Según los familiares, las autoridades no han atendido de manera adecuada los daños ocasionados en algunos centros de reclusión, además de señalar problemas relacionados con la alimentación y el bienestar de los privados de libertad.
Jessica Castro, familiar de Gustavo Hernández e integrante de la Alianza por la Libertad de los Presos Políticos, aseguró que los detenidos se encuentran en una situación de abandono y pidió mayor atención para garantizar su seguridad y condiciones dignas.
Durante una vigilia realizada frente a la Embajada de Estados Unidos en Caracas, Castro denunció que en la cárcel de Ramo Verde, ubicada en el estado Miranda, varias paredes resultaron afectadas por los movimientos sísmicos y que la estructura presenta daños importantes.
También cuestionó que los presos no hayan sido trasladados a espacios más seguros pese a las afectaciones registradas en el recinto penitenciario.

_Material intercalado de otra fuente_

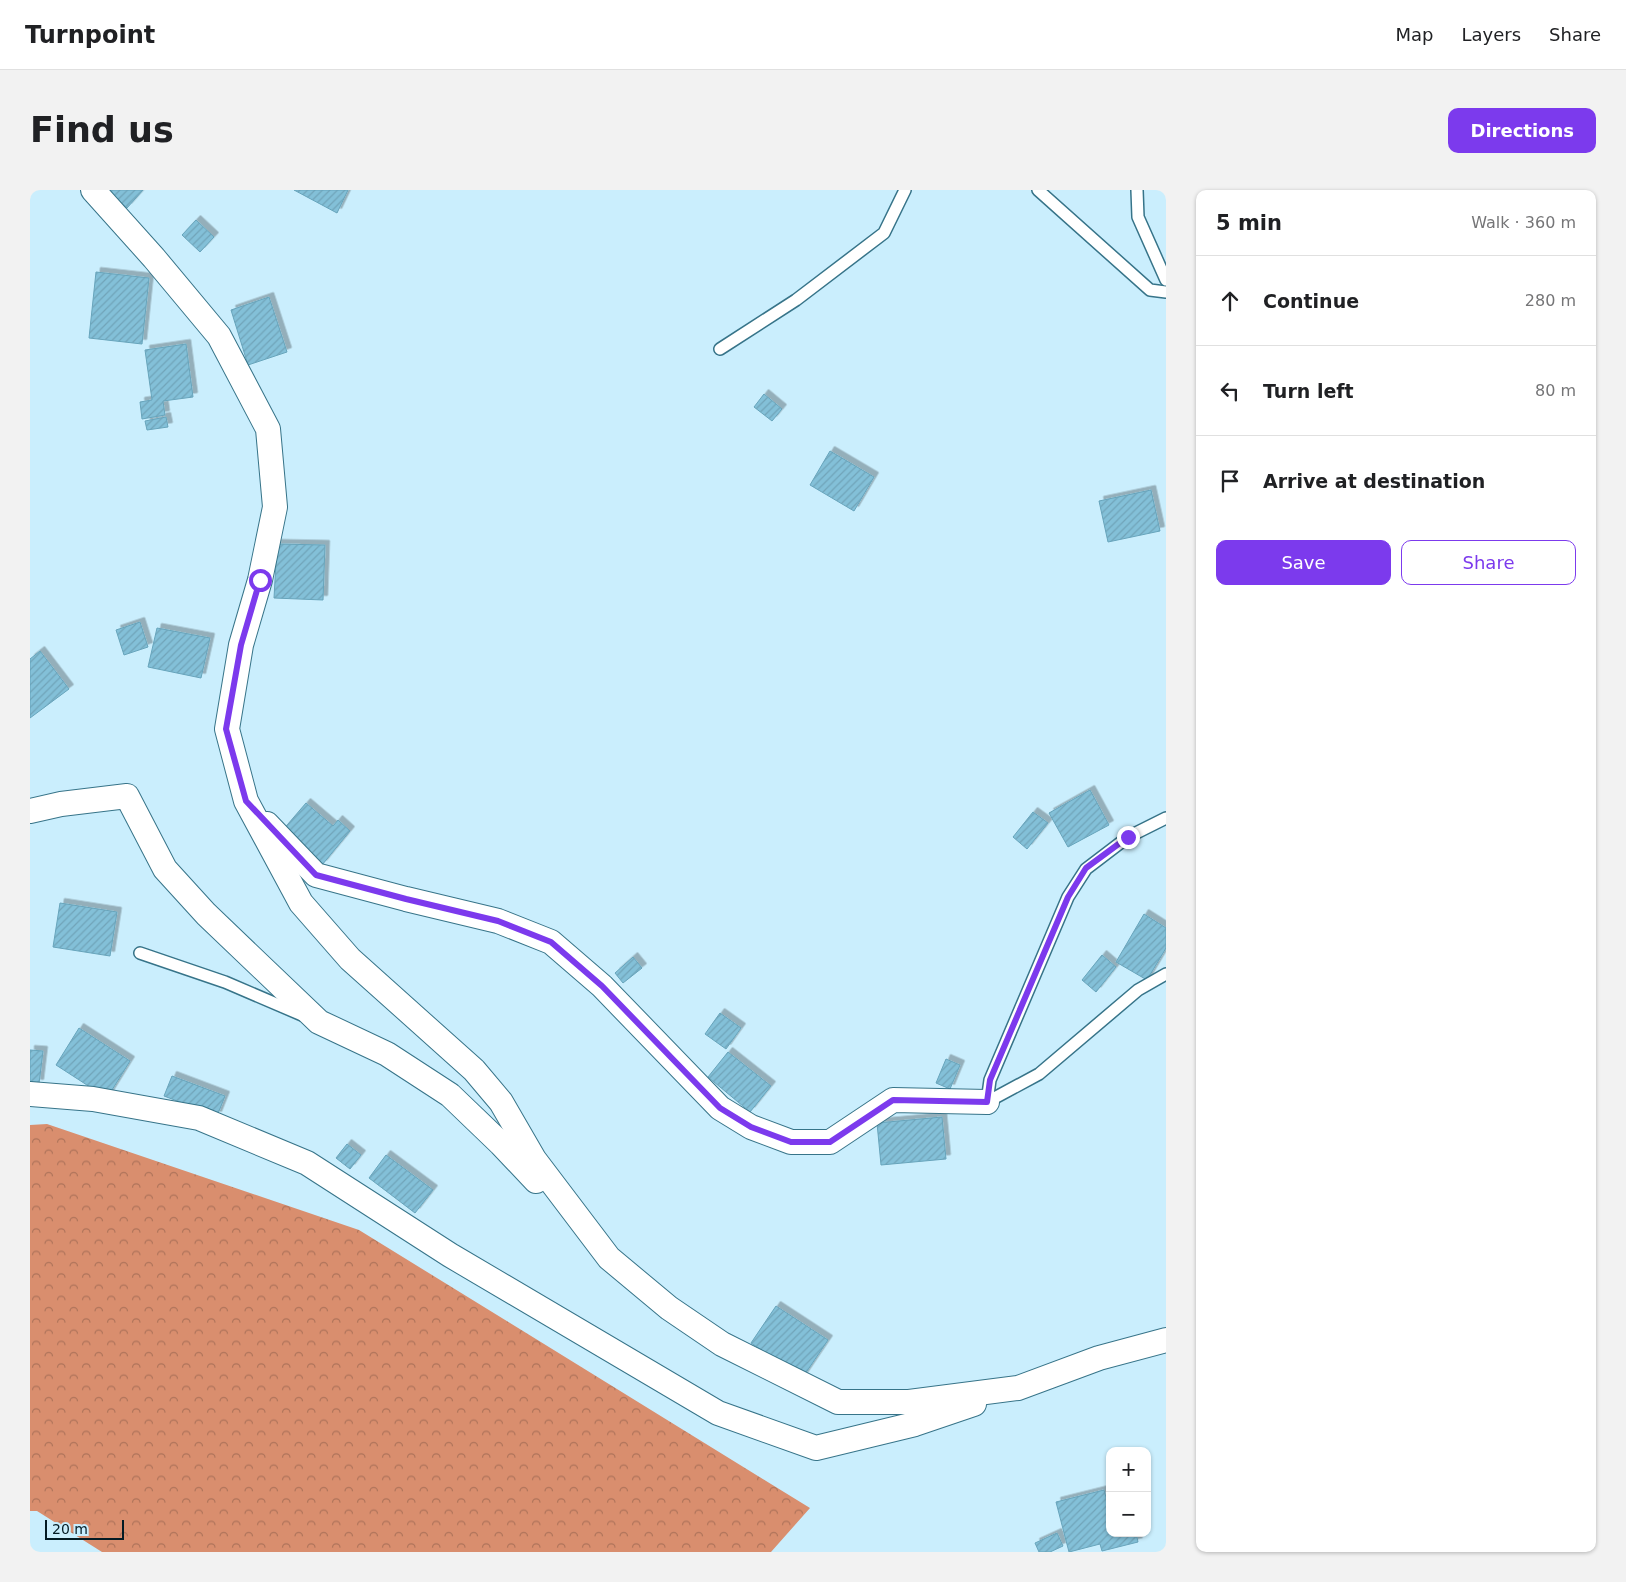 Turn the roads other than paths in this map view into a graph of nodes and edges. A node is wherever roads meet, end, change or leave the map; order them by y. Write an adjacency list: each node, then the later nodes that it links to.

Por su parte, Mayra Morales, hermana del preso político Ricardo Fonseca, relató que durante una visita al Fuerte Guaicaipuro pudo conocer que varios detenidos resultaron afectados emocionalmente tras perder familiares durante el desastre natural.
Morales indicó que los reclusos han pasado momentos de preocupación y angustia por la situación generada tras los terremotos. Además, pidió que más detenidos puedan recibir medidas especiales para atender situaciones familiares de emergencia.
Hasta el momento, el Gobierno venezolano no ha presentado un balance oficial sobre el estado de las cárceles después de los terremotos ni sobre las condiciones de los presos políticos afectados.